Jen thinks about what Andy said as she drives away. About her subconscious, about what she knows, about things she might have seen and dismissed as insignificant, and about what she’s here to do. There’s nothing else for it, she thinks, as she drives away. She’s got to ask her son.

‘I have something I want to run by you,’ Jen says conversationally, walking to the corner shop with Todd. He will buy a Snickers. Last time, she bought a bottle of wine, but she’s not in the mood, tonight. They take this walk often. Todd because of his insatiable teenage appetite and – well, the same for Jen, actually.

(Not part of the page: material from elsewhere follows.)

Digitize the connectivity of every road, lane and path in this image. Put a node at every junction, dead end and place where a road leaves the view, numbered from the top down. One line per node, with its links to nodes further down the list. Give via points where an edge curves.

There will be somebody in the corner shop wearing a trilby, and this trilby is Jen’s trump card. Unpredictable, vivid, true. She is glad she has remembered it. She can use it to convince Todd and then – if nothing else – find out what he would do in this situation. Her brainiac son.

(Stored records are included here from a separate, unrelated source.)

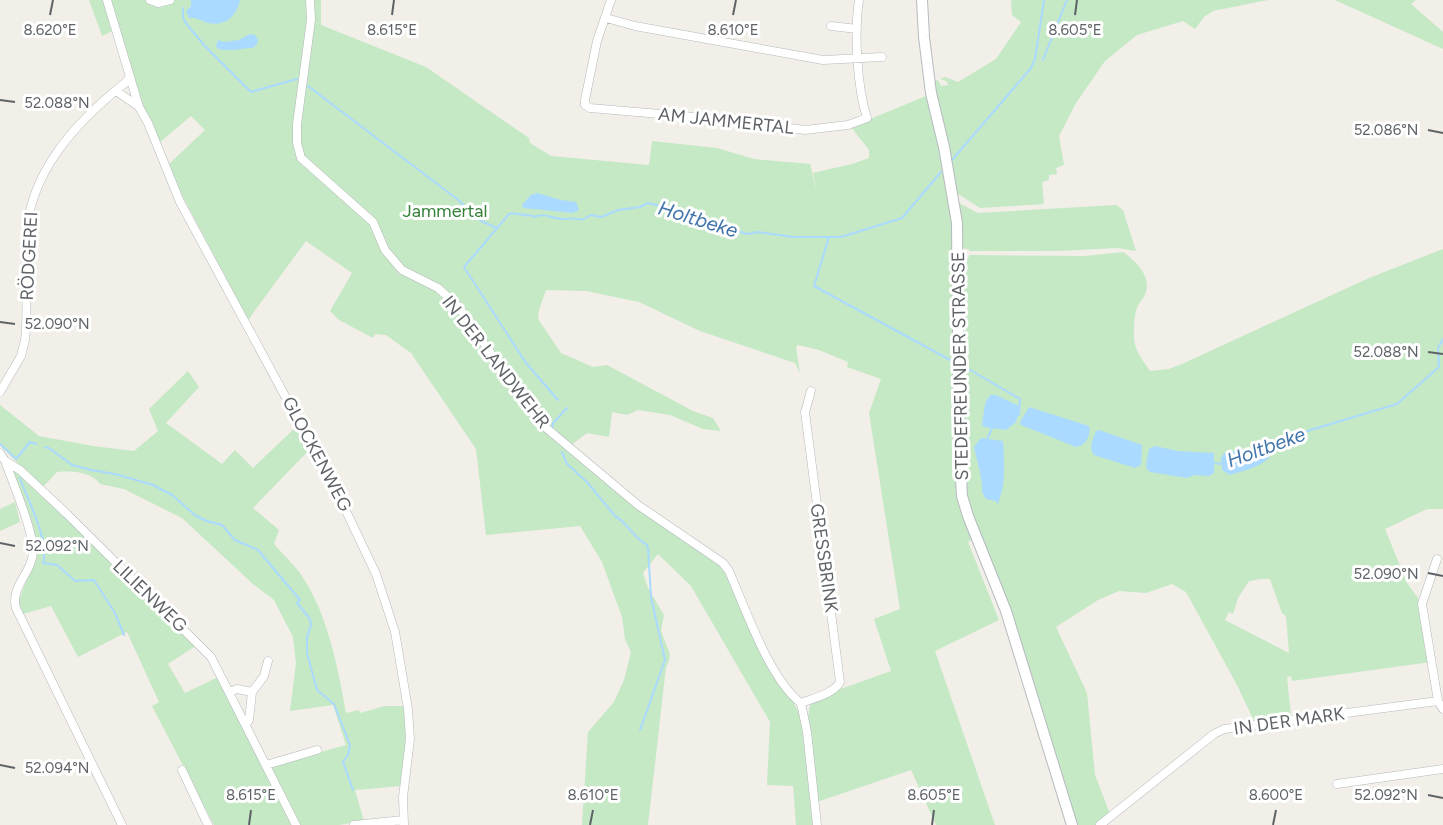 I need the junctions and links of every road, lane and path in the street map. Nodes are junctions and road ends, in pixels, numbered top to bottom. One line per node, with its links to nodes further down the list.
1 (107, 0): 13 (street, GLOCKENWEG)
2 (150, 0): 3 (street)
3 (170, 0)
4 (310, 0): 24 (street, IN DER LANDWEHR)
5 (611, 0): 8 (street)
6 (859, 0): 10 (street)
7 (922, 0): 38 (street, STEDEFREUNDER STRASSE)
8 (606, 18): 12 (street); 12 (street, AM JAMMERTAL)
9 (831, 26): 10 (street)
10 (857, 29): 12 (street)
11 (882, 57): 12 (street)
12 (859, 58)
13 (129, 78): 14 (street, RÖDGEREI); 15 (street, GLOCKENWEG)
14 (116, 91): 15 (street, GLOCKENWEG); 17 (street, RÖDGEREI)
15 (139, 107): 32 (street, GLOCKENWEG)
16 (811, 391): 24 (street, GRESSBRINK)
17 (0, 392)
18 (0, 453): 19 (street)
19 (5, 461): 22 (street, LILIENWEG); 33 (street)
20 (1437, 559): 25 (street)
21 (268, 661): 23 (street)
22 (230, 692): 23 (street); 26 (street, LILIENWEG)
23 (252, 692): 26 (street)
24 (801, 703): 37 (street)
25 (1441, 705): 39 (street, IN DER MARK)
26 (246, 724): 28 (street, LILIENWEG)
27 (317, 750): 28 (street)
28 (266, 765): 35 (street, LILIENWEG)
29 (1443, 769): 31 (street)
30 (182, 770): 34 (street)
31 (1337, 784)
32 (403, 823): 36 (street)
33 (122, 825)
34 (208, 825)
35 (296, 825)
36 (354, 825)
37 (817, 825)
38 (1072, 825)
39 (1100, 825) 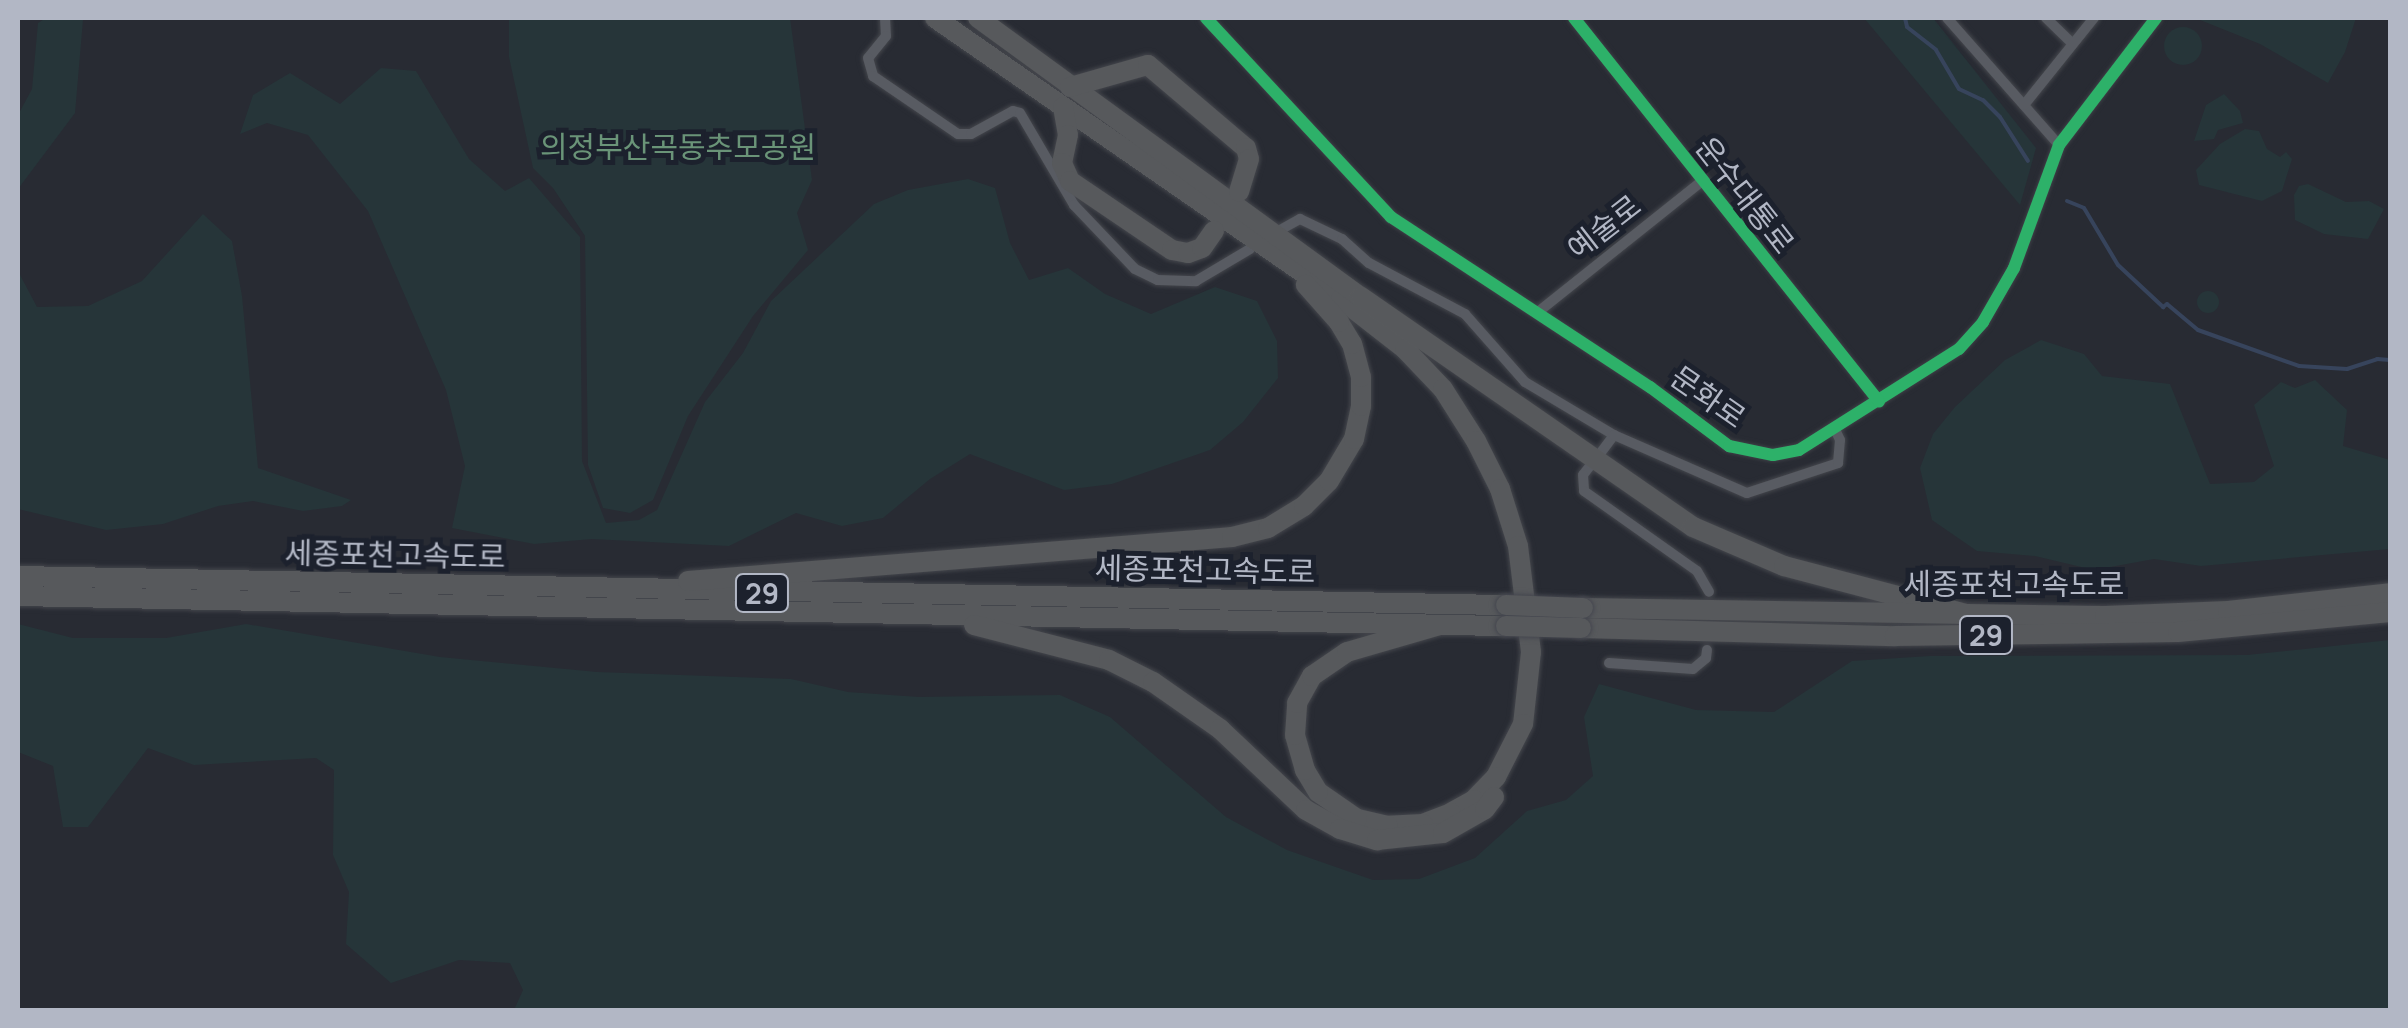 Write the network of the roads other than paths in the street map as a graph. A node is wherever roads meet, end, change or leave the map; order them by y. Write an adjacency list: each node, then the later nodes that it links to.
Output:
1 (885, 18): 21 (street)
2 (935, 18): 12 (highway)
3 (978, 18): 12 (highway)
4 (1206, 18): 24 (street, 문화로)
5 (1574, 18): 17 (street, 운수대통로)
6 (1946, 18): 13 (street)
7 (2046, 18): 10 (street)
8 (2094, 18): 10 (street)
9 (2156, 18): 15 (street, 문화로)
10 (2071, 42): 13 (street)
11 (1116, 74): 12 (highway); 14 (highway); 18 (highway)
12 (1067, 97): 14 (highway); 16 (highway)
13 (2024, 105): 15 (street)
14 (1112, 128): 16 (highway); 22 (highway); 23 (highway)
15 (2059, 145): 25 (street, 문화로)
16 (1065, 149): 20 (highway)
17 (1701, 182): 24 (street, 예술로); 25 (street, 운수대통로)
18 (1239, 190)
19 (1280, 230): 27 (street)
20 (1214, 231)
21 (1250, 249)
22 (1273, 252): 31 (highway); 40 (highway)
23 (1360, 297): 36 (highway); 37 (highway)
24 (1538, 312): 26 (street, 문화로)
25 (1879, 401): 26 (street, 문화로)
26 (1834, 427): 27 (street)
27 (1614, 435): 28 (street)
28 (1598, 455)
29 (1590, 466): 32 (street)
30 (18, 576): 31 (highway, 세종포천고속도로 / 29)
31 (616, 590): 38 (highway, 세종포천고속도로 / 29)
32 (1709, 592)
33 (2390, 594): 36 (highway, 세종포천고속도로 / 29)
34 (18, 596): 37 (highway, 세종포천고속도로 / 29)
35 (2390, 612): 39 (highway, 세종포천고속도로 / 29)
36 (1969, 615): 39 (highway, 세종포천고속도로 / 29)
37 (944, 616): 40 (highway, 세종포천고속도로 / 29)
38 (1506, 616): 39 (highway, 세종포천고속도로 / 29, bridge); 40 (highway, 세종포천고속도로 / 29)
39 (1582, 618)
40 (1440, 624)
41 (1706, 650): 42 (street)
42 (1609, 663)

‘Shoot,’ Todd says easily.

They turn down a side-street. The night air smells of other people’s dinners, something Jen finds endlessly nostalgic, reminding her of holidays with her parents to campsites when she was little. She will always remember the distant orange lights of other static caravans, the chink of cutlery, the swirling smoke of barbecues. God, she misses her father. Her mother, too, she guesses, though she hardly remembers her.

‘What would you do if you could time travel? Would you go forwards, or back?’ Jen says, and he looks at her in surprise.

‘Why?’ he asks.

Typically, before she can answer, he does: ‘I’d go back,’ he says, his breath blowing smoke rings out into the night air.

‘How come?’

‘So I could tell past me some stuff.’ He smiles, a private smile at the pavement. Jen laughs softly. Inscrutable Gen-Z-ers.

‘Then,’ he says, ‘I’d just email myself. From past me to future me. Sent on a timer. You can do that on some sites.’

‘Email yourself?’

‘Yeah. You know. Find out whose stocks and shares are going to go through the roof. Then go back in time, do a timed email, from me to me, saying: in September 2006, or whatever, buy shares in Apple.’

I’d just email myself.

Well, it’s something to try. An email, sent, timed, to be received at one o’clock in the morning on the day it happens, on the twenty-ninth, heading into the thirtieth. She will write it so it contains instructions. Get outside, stop a murder. Surely if she had advance warning, she could physically stop Todd?

‘You’re so smart.’

‘Why thank you.’

‘You might wonder why I’m asking,’ she says.

‘Not really,’ he says cheerfully.

She begins to explain travelling backwards, omitting the crime for now.

She is glancing at him all the time as they walk and talk. If she had to predict his response, she would say he will need no convincing. She knows him. She knows him. He – still a kid in so many ways – believes unquestioningly in time loops, in time travel, in science and philosophy and cool maths and exceptional things happening in his life, which he still, in his young mind, believes to be extraordinary.

Todd says nothing for a few seconds, staring at his trainers as they walk through the cold, his features wrinkled. He raises an eyebrow to her. ‘You for real?’ he asks.

‘Completely. Totally.’

‘You’ve seen the future?’

‘I have.’

‘All right then, Mother. So what happens?’ he says jovially, and she’s pretty sure he thinks she’s joking. ‘Meteors, the next pandemic, what?’

Jen says nothing, debating how honest to be.

He looks at her and catches her expression. ‘You’re not actually serious.’

‘I really, really am. You’re about to buy a Snickers. There will be someone in the corner shop wearing a trilby.’

‘… Okay.’ He nods, just once. ‘A time loop. A trilby. You’re on.’ Jen smiles at him, unsurprised he’s isolated the element of the future that he cannot control, that belongs to someone else: the hat.

This is exactly what she thought he would do. He is a much easier person to convince than Kelly.